Drug therapy with corticosteroids [
24], tamoxifen [
25], and immunosuppressants [
26] have been reported to be beneficial for EPS in a small number of cases. Surgical enterolysis is considered for severe intestinal obstructions. Surgical mortality, which was as high as 50% in the past, can be reduced 4% [
6] in the hands of an experienced surgeon. Contrary to previous small-scale case studies, a recent large-scale study in the United Kingdom showed no difference in outcomes for patients treated with steroids, immunosuppression, tamoxifen, or combinations of these, compared to patients who were not treated [
27]. Therefore, early diagnosis may be the only way to improve the prognosis.

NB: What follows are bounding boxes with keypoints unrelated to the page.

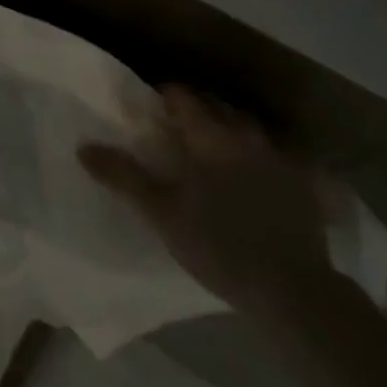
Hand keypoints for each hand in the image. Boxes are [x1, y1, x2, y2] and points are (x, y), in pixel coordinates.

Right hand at [80, 85, 333, 319]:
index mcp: (209, 135)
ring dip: (228, 129)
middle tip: (176, 128)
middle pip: (216, 105)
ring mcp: (277, 158)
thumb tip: (83, 147)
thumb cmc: (219, 244)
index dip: (163, 97)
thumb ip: (124, 177)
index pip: (182, 96)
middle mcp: (244, 135)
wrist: (294, 289)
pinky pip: (274, 156)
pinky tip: (253, 177)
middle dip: (196, 109)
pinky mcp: (302, 184)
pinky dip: (258, 157)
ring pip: (246, 128)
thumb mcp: (162, 213)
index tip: (149, 108)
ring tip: (213, 149)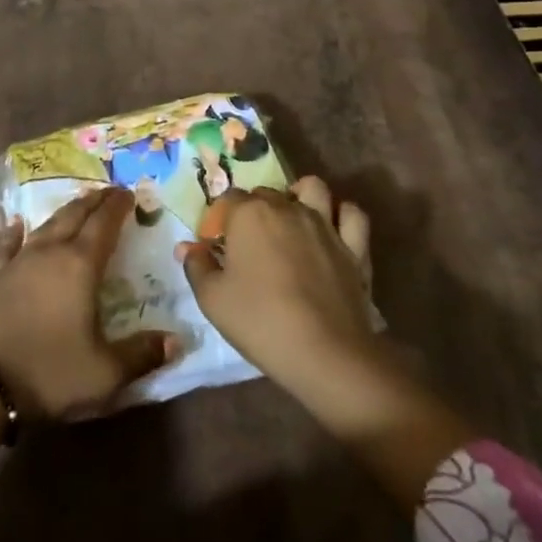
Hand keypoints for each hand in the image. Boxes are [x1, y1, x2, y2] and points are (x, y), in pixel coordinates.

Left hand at [0, 186, 175, 419]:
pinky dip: (15, 232)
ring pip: (46, 224)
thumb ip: (142, 354)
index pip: (104, 224)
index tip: (129, 193)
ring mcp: (19, 260)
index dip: (117, 207)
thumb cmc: (50, 371)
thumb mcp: (105, 373)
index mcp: (80, 265)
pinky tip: (16, 224)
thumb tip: (177, 340)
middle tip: (108, 191)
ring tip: (77, 204)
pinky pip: (8, 244)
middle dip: (94, 201)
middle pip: (75, 215)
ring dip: (65, 211)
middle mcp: (51, 252)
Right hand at [178, 176, 376, 396]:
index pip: (227, 199)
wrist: (325, 353)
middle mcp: (287, 207)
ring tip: (292, 220)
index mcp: (249, 214)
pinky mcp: (354, 246)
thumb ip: (196, 266)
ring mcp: (324, 223)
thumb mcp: (212, 299)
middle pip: (266, 193)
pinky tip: (332, 229)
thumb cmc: (260, 321)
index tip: (216, 246)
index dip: (219, 219)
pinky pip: (352, 215)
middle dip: (254, 210)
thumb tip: (187, 247)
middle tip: (249, 244)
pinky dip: (342, 216)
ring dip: (300, 196)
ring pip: (313, 189)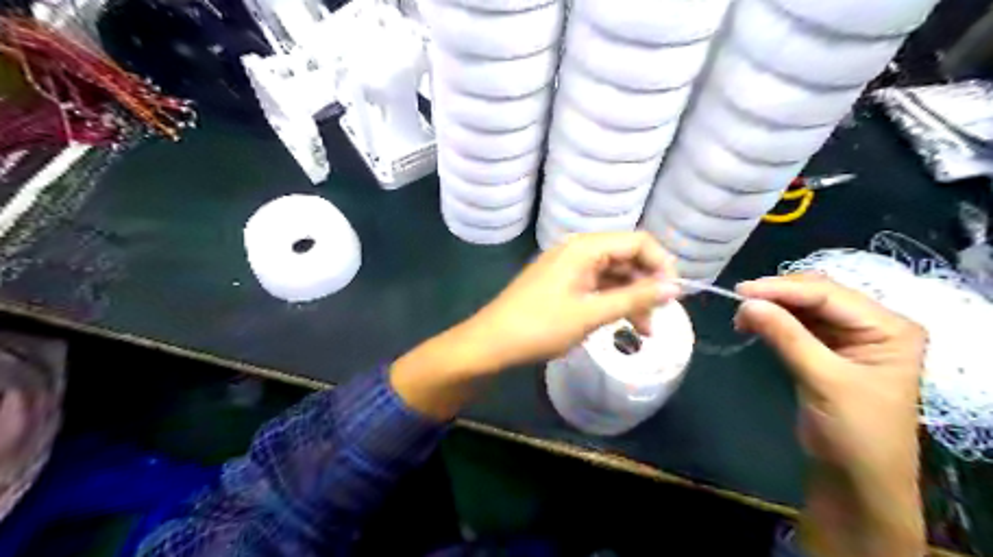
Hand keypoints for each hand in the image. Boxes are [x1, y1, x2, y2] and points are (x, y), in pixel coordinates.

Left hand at [392, 234, 678, 420]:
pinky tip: (623, 324)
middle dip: (647, 286)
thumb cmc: (541, 326)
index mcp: (586, 247)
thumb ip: (634, 298)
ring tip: (646, 331)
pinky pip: (598, 287)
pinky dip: (613, 303)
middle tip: (660, 317)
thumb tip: (674, 287)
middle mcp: (579, 250)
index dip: (662, 264)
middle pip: (627, 258)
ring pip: (614, 276)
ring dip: (632, 299)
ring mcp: (570, 268)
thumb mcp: (591, 313)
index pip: (638, 242)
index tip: (675, 294)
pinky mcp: (563, 284)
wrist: (492, 342)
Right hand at [733, 273, 926, 556]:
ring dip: (772, 307)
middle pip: (818, 294)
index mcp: (889, 327)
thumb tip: (746, 303)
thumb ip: (786, 337)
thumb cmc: (855, 432)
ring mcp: (849, 337)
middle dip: (777, 295)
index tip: (741, 291)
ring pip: (804, 307)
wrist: (856, 479)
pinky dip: (774, 321)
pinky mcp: (827, 350)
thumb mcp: (823, 380)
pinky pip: (798, 324)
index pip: (829, 294)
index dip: (783, 289)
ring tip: (742, 316)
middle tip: (739, 302)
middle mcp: (872, 324)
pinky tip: (754, 325)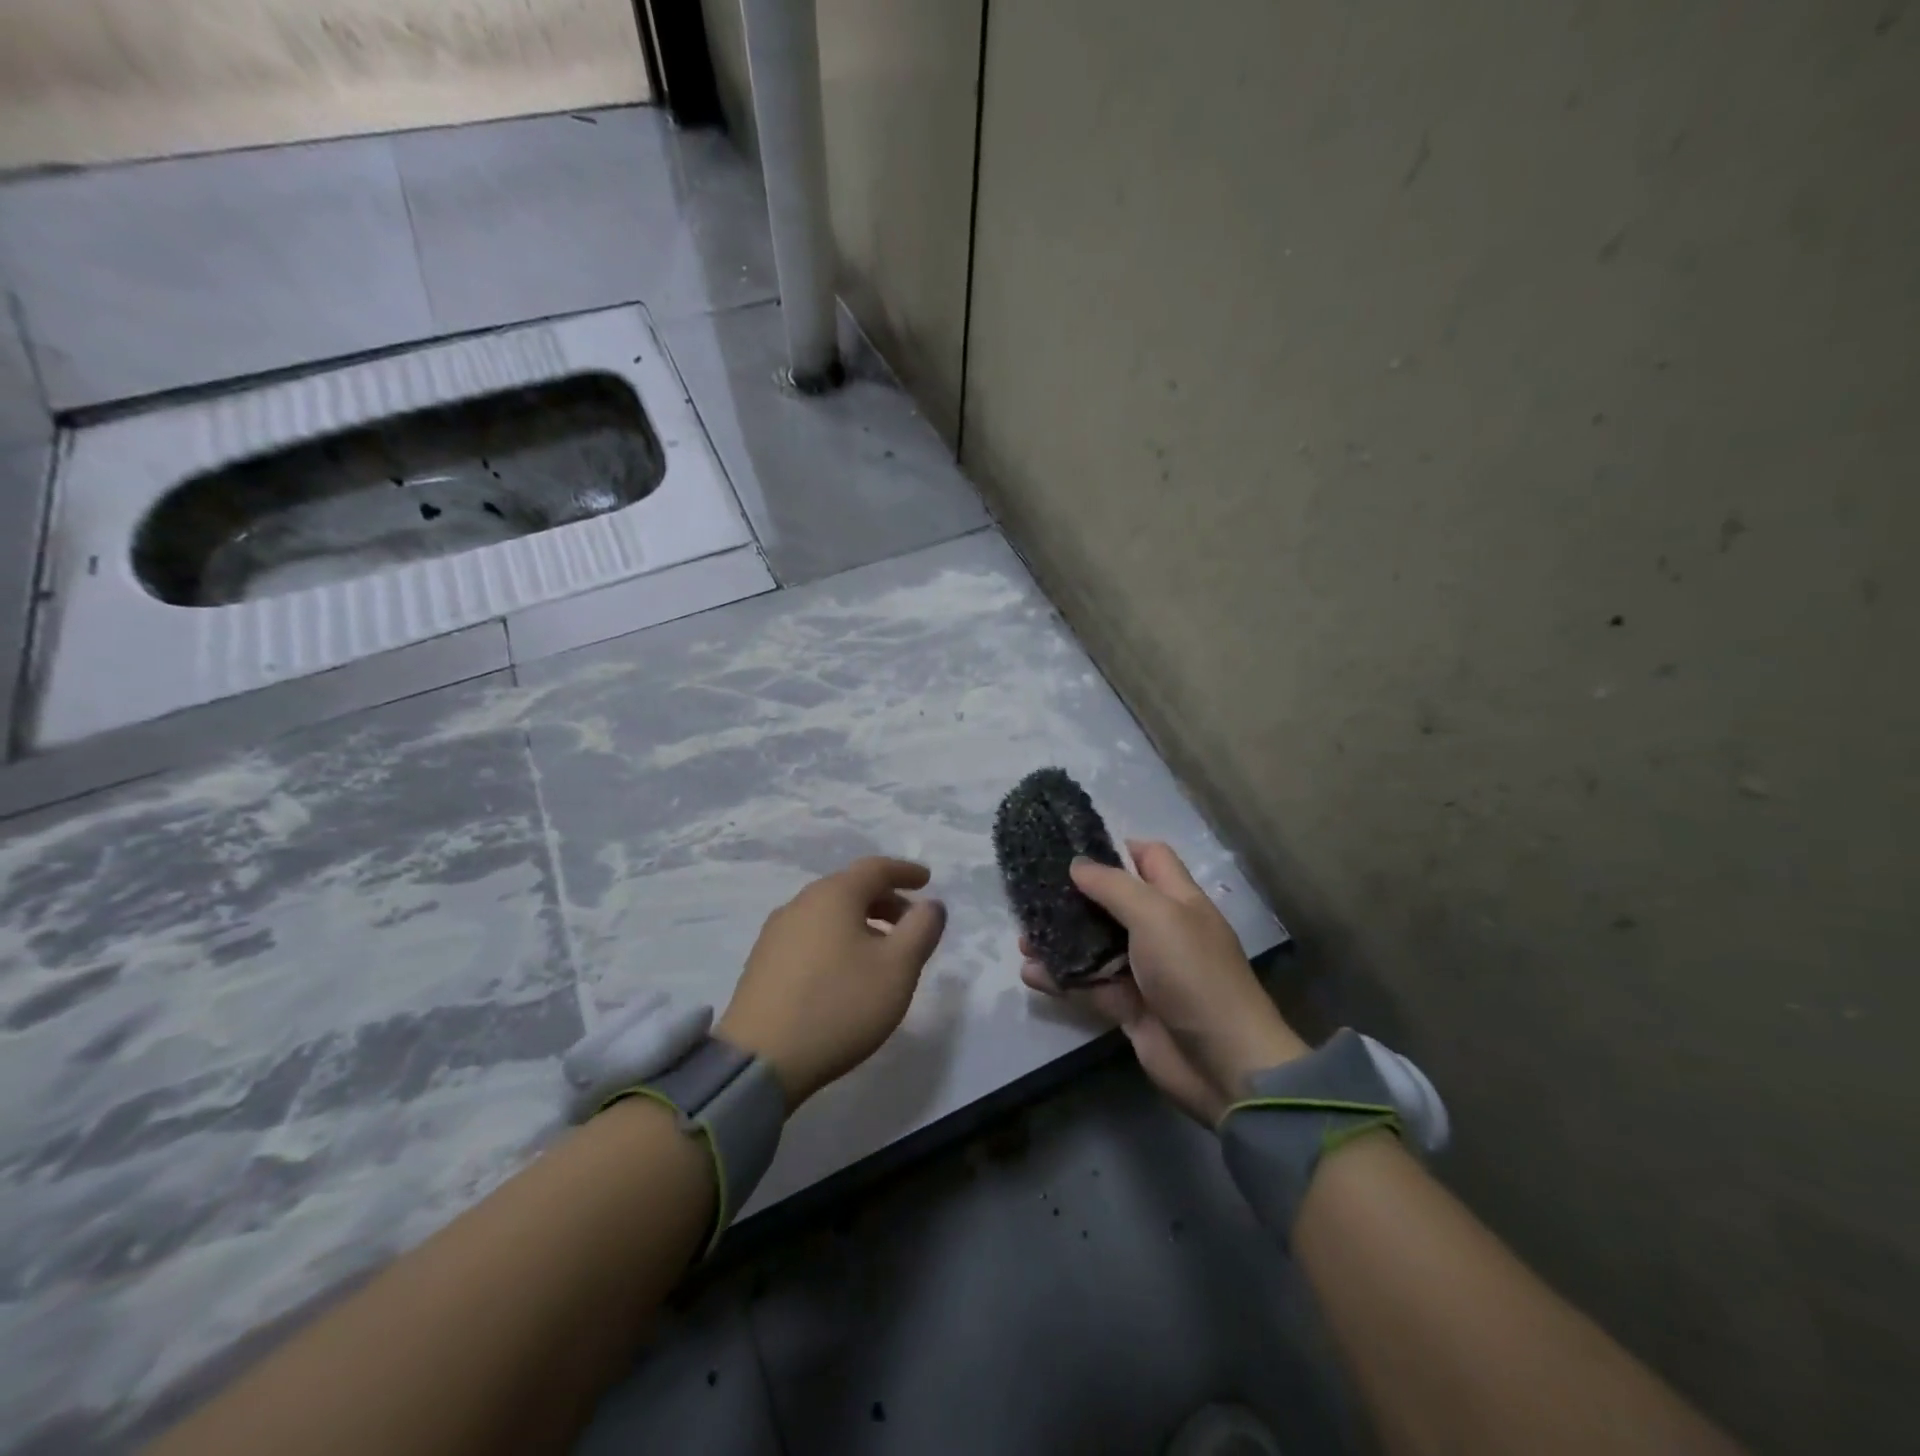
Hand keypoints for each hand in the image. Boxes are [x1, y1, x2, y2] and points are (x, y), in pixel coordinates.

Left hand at [718, 857, 947, 1109]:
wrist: (760, 1060)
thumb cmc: (840, 1005)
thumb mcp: (898, 968)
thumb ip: (921, 929)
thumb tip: (930, 905)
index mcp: (834, 895)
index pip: (875, 868)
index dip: (905, 871)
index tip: (927, 880)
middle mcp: (801, 903)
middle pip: (850, 888)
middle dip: (885, 900)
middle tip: (910, 923)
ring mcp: (776, 932)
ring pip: (829, 913)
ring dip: (861, 922)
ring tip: (882, 952)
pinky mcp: (763, 962)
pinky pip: (811, 935)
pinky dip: (837, 940)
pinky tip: (844, 971)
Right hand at [1020, 840, 1306, 1122]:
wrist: (1223, 1062)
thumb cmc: (1192, 973)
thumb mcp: (1156, 916)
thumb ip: (1114, 887)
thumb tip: (1077, 863)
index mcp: (1179, 900)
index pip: (1151, 859)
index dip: (1118, 848)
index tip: (1074, 849)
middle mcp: (1161, 930)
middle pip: (1114, 902)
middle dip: (1076, 897)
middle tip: (1035, 893)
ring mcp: (1145, 971)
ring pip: (1096, 946)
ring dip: (1061, 940)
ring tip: (1024, 938)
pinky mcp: (1129, 1006)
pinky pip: (1089, 985)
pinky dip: (1061, 979)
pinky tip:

There are no predisposing conditions known to be primary causes of ESRD. In this report, only one patient had diabetic nephropathy and developed EPS within 2 years (23 months) after the start of PD, and died within 1 month despite treatment with tamoxifen and glucocorticoid. However, diabetic patients seldom develop EPS [
9,
28], and it is not clear whether diabetes protects against the development of EPS. However, it is possible that long-term survival on dialysis is significantly reduced in patients with diabetes, and therefore, diabetics may not live long enough to develop this complication.
To conclude, EPS is a rare but serious complication in Korean patients receiving long-term PD, and many barriers for diagnosing EPS in its early stages remain. To reduce the incidence and mortality of EPS, careful monitoring and early diagnosis are needed for patients receiving PD, and especially for those on long-term PD.
KEY MESSAGE
1. This case series has demonstrated the prevalence, clinical characteristics and prognosis of encapsulating peritoneal sclerosis (EPS) in Korean peritoneal dialysis (PD) patients from a single university center. It also discussed several associated factors for EPS, because the exact causes of EPS are still unknown, but multiple factors including the duration of time on PD, age at the start of PD, recurrent episodes of bacterial peritonitis, the use of acetate dialysis solution, chlorhexidine, glucose/hypertonic solution, and β-blockers are suggested as possible contributing factors for EPS.
2. Abdominal computed tomography scan is a good diagnostic tool in a suspicious case of EPS. In addition, drug therapy with corticosteroids, tamoxifen, immunosuppressants with or without surgical enteroloysis has been reported to be beneficial for EPS.
3. There are no reliable screening tests, especially in the early stage of EPS, and therefore careful monitoring is needed for patients receiving long-term PD.